> [INSTRUCTIONS TO FOLLOW]:
Find the number of lines containing the string "lane" in the data. Answer with the number by itself.

━━━ DATASET CONTENT ━━━

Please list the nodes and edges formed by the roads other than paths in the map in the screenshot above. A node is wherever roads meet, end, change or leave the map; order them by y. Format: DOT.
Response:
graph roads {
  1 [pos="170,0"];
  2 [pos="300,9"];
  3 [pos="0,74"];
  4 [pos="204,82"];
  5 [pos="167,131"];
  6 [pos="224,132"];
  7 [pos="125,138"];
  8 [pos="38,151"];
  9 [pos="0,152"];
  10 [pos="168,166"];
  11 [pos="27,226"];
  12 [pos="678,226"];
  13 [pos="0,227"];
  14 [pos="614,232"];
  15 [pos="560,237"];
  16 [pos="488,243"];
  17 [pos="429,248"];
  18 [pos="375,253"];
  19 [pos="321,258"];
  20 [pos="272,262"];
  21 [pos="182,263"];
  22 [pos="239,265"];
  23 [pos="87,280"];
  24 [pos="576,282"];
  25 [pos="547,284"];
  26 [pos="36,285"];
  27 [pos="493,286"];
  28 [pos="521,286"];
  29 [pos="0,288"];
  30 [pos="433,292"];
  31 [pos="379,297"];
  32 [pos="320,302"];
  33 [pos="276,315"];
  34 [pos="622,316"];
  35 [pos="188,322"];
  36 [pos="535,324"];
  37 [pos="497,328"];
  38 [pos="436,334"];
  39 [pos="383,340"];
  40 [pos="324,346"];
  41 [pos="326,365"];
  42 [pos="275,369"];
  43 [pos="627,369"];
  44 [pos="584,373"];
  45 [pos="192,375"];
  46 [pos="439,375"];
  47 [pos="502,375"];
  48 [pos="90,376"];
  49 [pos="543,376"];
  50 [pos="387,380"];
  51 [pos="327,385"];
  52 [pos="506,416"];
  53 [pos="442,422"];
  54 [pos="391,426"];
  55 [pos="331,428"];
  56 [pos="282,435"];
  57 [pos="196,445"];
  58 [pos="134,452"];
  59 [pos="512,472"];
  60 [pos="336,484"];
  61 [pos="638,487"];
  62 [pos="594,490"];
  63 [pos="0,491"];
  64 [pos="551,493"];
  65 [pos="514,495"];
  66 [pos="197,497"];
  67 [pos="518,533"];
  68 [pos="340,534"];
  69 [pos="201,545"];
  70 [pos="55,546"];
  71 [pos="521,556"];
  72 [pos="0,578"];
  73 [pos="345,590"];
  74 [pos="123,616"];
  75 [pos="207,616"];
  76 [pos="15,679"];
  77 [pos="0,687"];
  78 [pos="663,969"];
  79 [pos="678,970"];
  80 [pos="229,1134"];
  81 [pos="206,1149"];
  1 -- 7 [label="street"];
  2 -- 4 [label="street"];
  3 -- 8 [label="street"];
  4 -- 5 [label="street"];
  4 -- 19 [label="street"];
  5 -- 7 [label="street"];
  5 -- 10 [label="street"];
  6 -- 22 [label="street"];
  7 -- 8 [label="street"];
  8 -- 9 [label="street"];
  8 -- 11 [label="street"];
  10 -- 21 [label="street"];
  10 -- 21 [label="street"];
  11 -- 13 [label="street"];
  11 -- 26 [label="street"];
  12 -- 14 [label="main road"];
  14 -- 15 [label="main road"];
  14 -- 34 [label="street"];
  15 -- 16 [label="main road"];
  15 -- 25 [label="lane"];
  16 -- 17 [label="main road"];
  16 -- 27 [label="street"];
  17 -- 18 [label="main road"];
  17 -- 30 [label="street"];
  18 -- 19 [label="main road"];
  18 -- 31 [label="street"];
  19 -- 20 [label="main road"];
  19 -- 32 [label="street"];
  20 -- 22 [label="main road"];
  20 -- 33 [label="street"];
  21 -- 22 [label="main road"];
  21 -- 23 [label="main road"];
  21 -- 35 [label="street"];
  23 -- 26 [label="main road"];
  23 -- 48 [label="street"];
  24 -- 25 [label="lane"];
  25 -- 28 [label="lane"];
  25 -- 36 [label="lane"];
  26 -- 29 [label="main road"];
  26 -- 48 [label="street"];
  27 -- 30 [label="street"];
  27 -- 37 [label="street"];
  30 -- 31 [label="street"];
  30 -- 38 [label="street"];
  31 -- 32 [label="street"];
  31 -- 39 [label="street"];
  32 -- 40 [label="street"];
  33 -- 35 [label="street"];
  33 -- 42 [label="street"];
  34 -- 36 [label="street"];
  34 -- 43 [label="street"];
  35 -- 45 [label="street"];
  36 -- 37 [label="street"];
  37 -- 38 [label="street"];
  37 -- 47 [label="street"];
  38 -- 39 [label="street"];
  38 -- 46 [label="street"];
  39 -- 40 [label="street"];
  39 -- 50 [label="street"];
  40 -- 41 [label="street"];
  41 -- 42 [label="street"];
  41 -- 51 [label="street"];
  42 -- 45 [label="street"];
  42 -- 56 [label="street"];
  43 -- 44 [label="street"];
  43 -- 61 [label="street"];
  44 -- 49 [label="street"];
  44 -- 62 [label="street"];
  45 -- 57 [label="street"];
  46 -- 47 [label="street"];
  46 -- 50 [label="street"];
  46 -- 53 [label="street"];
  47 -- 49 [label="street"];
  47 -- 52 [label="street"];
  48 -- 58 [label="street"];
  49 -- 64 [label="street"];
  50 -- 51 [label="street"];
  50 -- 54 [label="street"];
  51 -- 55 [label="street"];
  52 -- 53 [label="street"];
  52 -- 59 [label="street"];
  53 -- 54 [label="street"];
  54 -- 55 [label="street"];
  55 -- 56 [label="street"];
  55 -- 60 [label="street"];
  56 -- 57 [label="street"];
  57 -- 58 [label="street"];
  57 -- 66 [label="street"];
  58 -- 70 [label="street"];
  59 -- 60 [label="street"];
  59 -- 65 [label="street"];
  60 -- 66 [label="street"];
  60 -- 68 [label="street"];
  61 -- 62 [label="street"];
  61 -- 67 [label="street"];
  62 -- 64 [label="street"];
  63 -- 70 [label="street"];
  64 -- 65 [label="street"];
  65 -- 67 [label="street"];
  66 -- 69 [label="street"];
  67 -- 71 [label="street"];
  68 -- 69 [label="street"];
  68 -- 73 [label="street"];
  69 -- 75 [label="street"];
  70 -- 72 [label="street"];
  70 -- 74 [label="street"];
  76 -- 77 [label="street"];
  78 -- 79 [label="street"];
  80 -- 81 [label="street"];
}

━━━

> [RESULT BELOW]:
4